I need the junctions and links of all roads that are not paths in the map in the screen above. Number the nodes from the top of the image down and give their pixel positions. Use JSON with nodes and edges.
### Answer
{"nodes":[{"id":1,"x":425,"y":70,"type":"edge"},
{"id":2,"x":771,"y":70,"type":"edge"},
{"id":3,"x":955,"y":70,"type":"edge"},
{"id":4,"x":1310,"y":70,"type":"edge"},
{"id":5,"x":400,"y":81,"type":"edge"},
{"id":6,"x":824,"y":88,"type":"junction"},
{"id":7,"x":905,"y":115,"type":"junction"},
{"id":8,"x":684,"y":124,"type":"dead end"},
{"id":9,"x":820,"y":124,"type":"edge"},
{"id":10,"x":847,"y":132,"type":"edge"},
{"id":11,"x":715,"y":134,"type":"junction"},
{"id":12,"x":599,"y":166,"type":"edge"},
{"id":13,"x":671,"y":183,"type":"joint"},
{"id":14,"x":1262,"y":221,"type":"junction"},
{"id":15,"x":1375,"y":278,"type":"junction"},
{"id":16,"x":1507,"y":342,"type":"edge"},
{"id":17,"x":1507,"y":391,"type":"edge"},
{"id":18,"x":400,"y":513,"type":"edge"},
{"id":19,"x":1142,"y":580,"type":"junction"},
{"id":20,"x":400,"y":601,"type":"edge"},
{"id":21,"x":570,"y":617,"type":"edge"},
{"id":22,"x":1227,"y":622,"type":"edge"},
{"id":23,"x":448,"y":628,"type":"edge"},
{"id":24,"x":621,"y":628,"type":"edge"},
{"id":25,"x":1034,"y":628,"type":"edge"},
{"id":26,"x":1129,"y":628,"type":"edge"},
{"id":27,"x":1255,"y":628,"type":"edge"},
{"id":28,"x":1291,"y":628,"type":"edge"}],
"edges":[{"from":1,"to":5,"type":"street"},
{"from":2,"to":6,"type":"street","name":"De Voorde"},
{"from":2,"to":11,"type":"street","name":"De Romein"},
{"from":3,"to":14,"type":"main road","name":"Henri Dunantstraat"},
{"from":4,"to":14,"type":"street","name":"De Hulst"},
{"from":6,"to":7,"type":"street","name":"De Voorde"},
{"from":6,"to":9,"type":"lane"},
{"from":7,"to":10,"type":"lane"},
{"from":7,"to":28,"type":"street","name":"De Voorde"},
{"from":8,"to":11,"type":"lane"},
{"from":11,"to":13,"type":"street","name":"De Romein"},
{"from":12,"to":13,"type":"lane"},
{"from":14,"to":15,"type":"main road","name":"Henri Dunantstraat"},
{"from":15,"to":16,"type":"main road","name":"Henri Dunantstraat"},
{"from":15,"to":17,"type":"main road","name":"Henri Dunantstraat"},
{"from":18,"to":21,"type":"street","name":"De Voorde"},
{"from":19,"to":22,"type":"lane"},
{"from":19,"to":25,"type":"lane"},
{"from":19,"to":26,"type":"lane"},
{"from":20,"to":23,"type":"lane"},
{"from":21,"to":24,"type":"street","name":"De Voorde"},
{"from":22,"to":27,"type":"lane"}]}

▸ **The task**
Restating all of the data exactly is the whole task.

▸ **Finished task**
I need the junctions and links of all roads that are not paths in the map in the screen above. Number the nodes from the top of the image down and give their pixel positions. Use JSON with nodes and edges.
### Answer
{"nodes":[{"id":1,"x":425,"y":70,"type":"edge"},
{"id":2,"x":771,"y":70,"type":"edge"},
{"id":3,"x":955,"y":70,"type":"edge"},
{"id":4,"x":1310,"y":70,"type":"edge"},
{"id":5,"x":400,"y":81,"type":"edge"},
{"id":6,"x":824,"y":88,"type":"junction"},
{"id":7,"x":905,"y":115,"type":"junction"},
{"id":8,"x":684,"y":124,"type":"dead end"},
{"id":9,"x":820,"y":124,"type":"edge"},
{"id":10,"x":847,"y":132,"type":"edge"},
{"id":11,"x":715,"y":134,"type":"junction"},
{"id":12,"x":599,"y":166,"type":"edge"},
{"id":13,"x":671,"y":183,"type":"joint"},
{"id":14,"x":1262,"y":221,"type":"junction"},
{"id":15,"x":1375,"y":278,"type":"junction"},
{"id":16,"x":1507,"y":342,"type":"edge"},
{"id":17,"x":1507,"y":391,"type":"edge"},
{"id":18,"x":400,"y":513,"type":"edge"},
{"id":19,"x":1142,"y":580,"type":"junction"},
{"id":20,"x":400,"y":601,"type":"edge"},
{"id":21,"x":570,"y":617,"type":"edge"},
{"id":22,"x":1227,"y":622,"type":"edge"},
{"id":23,"x":448,"y":628,"type":"edge"},
{"id":24,"x":621,"y":628,"type":"edge"},
{"id":25,"x":1034,"y":628,"type":"edge"},
{"id":26,"x":1129,"y":628,"type":"edge"},
{"id":27,"x":1255,"y":628,"type":"edge"},
{"id":28,"x":1291,"y":628,"type":"edge"}],
"edges":[{"from":1,"to":5,"type":"street"},
{"from":2,"to":6,"type":"street","name":"De Voorde"},
{"from":2,"to":11,"type":"street","name":"De Romein"},
{"from":3,"to":14,"type":"main road","name":"Henri Dunantstraat"},
{"from":4,"to":14,"type":"street","name":"De Hulst"},
{"from":6,"to":7,"type":"street","name":"De Voorde"},
{"from":6,"to":9,"type":"lane"},
{"from":7,"to":10,"type":"lane"},
{"from":7,"to":28,"type":"street","name":"De Voorde"},
{"from":8,"to":11,"type":"lane"},
{"from":11,"to":13,"type":"street","name":"De Romein"},
{"from":12,"to":13,"type":"lane"},
{"from":14,"to":15,"type":"main road","name":"Henri Dunantstraat"},
{"from":15,"to":16,"type":"main road","name":"Henri Dunantstraat"},
{"from":15,"to":17,"type":"main road","name":"Henri Dunantstraat"},
{"from":18,"to":21,"type":"street","name":"De Voorde"},
{"from":19,"to":22,"type":"lane"},
{"from":19,"to":25,"type":"lane"},
{"from":19,"to":26,"type":"lane"},
{"from":20,"to":23,"type":"lane"},
{"from":21,"to":24,"type":"street","name":"De Voorde"},
{"from":22,"to":27,"type":"lane"}]}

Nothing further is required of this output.